Claim 2: Our program gets more people working in AI/ML who would not otherwise be doing so, and this is bad as it furthers capabilities research and AI hype

How we address this:

  • Considering that the median MATS scholar is a Ph.D./Masters student in ML, CS, maths, or physics and only 10% are undergrads, we believe most of our scholars would have ended up working in AI/ML regardless of their involvement with the program. In general, mentors select highly technically capable scholars who are already involved in AI/ML; others are outliers.
  • Our outreach and selection processes are designed to attract applicants who are motivated by reducing global catastrophic risk from AI. We principally advertise via word-of-mouth, AI safety Slack workspaces, AGI Safety Fundamentals and 80,000 Hours job boards, and LessWrong/EA Forum. As seen in the figure below, our scholars generally come from AI safety and EA communities.
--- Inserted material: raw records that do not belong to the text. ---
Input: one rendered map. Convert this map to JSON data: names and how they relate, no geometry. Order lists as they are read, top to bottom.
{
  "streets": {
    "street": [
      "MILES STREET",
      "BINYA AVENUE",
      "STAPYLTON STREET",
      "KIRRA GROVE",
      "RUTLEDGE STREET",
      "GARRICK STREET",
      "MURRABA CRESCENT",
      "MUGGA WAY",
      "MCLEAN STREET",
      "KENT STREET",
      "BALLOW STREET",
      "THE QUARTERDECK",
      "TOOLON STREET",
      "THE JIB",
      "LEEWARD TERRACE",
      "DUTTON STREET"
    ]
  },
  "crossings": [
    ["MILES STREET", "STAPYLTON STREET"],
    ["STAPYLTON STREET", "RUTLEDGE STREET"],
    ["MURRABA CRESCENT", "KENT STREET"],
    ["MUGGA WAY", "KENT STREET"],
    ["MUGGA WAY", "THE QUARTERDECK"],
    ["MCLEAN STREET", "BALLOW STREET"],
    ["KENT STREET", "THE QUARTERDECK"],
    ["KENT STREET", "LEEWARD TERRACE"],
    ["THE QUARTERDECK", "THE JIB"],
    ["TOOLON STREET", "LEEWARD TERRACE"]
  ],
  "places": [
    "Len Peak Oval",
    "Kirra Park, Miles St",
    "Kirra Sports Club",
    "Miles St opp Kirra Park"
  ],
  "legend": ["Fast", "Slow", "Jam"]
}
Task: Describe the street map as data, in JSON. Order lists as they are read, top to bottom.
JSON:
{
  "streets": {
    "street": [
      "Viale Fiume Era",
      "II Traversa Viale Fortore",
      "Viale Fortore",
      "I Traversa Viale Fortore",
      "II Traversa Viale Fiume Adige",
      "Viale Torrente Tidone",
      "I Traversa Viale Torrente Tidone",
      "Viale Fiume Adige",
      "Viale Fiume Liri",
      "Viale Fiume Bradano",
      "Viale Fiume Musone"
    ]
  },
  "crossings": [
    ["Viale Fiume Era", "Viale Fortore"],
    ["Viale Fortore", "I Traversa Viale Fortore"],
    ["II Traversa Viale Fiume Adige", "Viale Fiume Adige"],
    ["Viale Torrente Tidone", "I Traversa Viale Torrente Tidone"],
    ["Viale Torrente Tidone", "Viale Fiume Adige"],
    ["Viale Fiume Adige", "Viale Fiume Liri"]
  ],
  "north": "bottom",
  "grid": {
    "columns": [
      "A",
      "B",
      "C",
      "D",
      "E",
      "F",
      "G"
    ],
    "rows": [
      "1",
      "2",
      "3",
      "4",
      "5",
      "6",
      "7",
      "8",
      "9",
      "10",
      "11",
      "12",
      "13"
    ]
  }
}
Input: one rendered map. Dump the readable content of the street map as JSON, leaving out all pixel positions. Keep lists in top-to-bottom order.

MATS Summer 2023 interest form: “How did you hear about us?” (381 responses)

  • We additionally make our program less attractive than comparable AI industry programs by introducing barriers to entry. Our grant amounts are significantly less than our median scholar could get from an industry internship (though substantially higher than comparable academic salaries), and the application process requires earnest engagement with complex AI safety questions. We additionally require scholars to have background knowledge at the level of AGI Safety Fundamentals, which is an additional barrier to entry that e.g. MLAB didn't require.
  • We think that ~1 more median MATS scholar focused on AI safety is worth 5-10 more median capabilities researchers (because most do pointless stuff like image generation, and there is more low-hanging fruit in safety). Even if we do output 1-5 median capabilities researchers per cohort (which seems very unlikely), we likely produce far more benefit to alignment with the remaining scholars.

Claim 3: Scholars might defer to their mentors and fail to critically analyze important assumptions, decreasing the average epistemic integrity of the field

How we address this:

  • Our scholars are encouraged to “own” their research project and not unnecessarily defer to their mentor or other “experts.” Scholars have far more contact with their peers than mentors, which encourages an atmosphere of examining assumptions and absorbing diverse models from divergent streams. Several scholars have switched mentors during the program when their research interests diverged.
  • We require scholars to submit “Scholar Research Plans” one month into the in-person phase of the program, detailing a threat model they are targeting, their research project’s theory of change, and a concrete plan of action (including planned outputs and deadlines).
  • We encourage an atmosphere of friendly disagreement, curiosity, and academic rigor at our office, seminars, workshops, and networking events. Including a diverse portfolio of alignment agendas and researchers from a variety of backgrounds allows for earnest disagreement among the cohort. We tell scholars to “download but don’t defer” in regard to their mentors’ models. Our seminar program includes diverse and opposing alignment viewpoints. While scholars generally share an office room with their research stream, we try and split streams up for accommodation and Alignment 201 discussion groups to encourage intermingling between streams.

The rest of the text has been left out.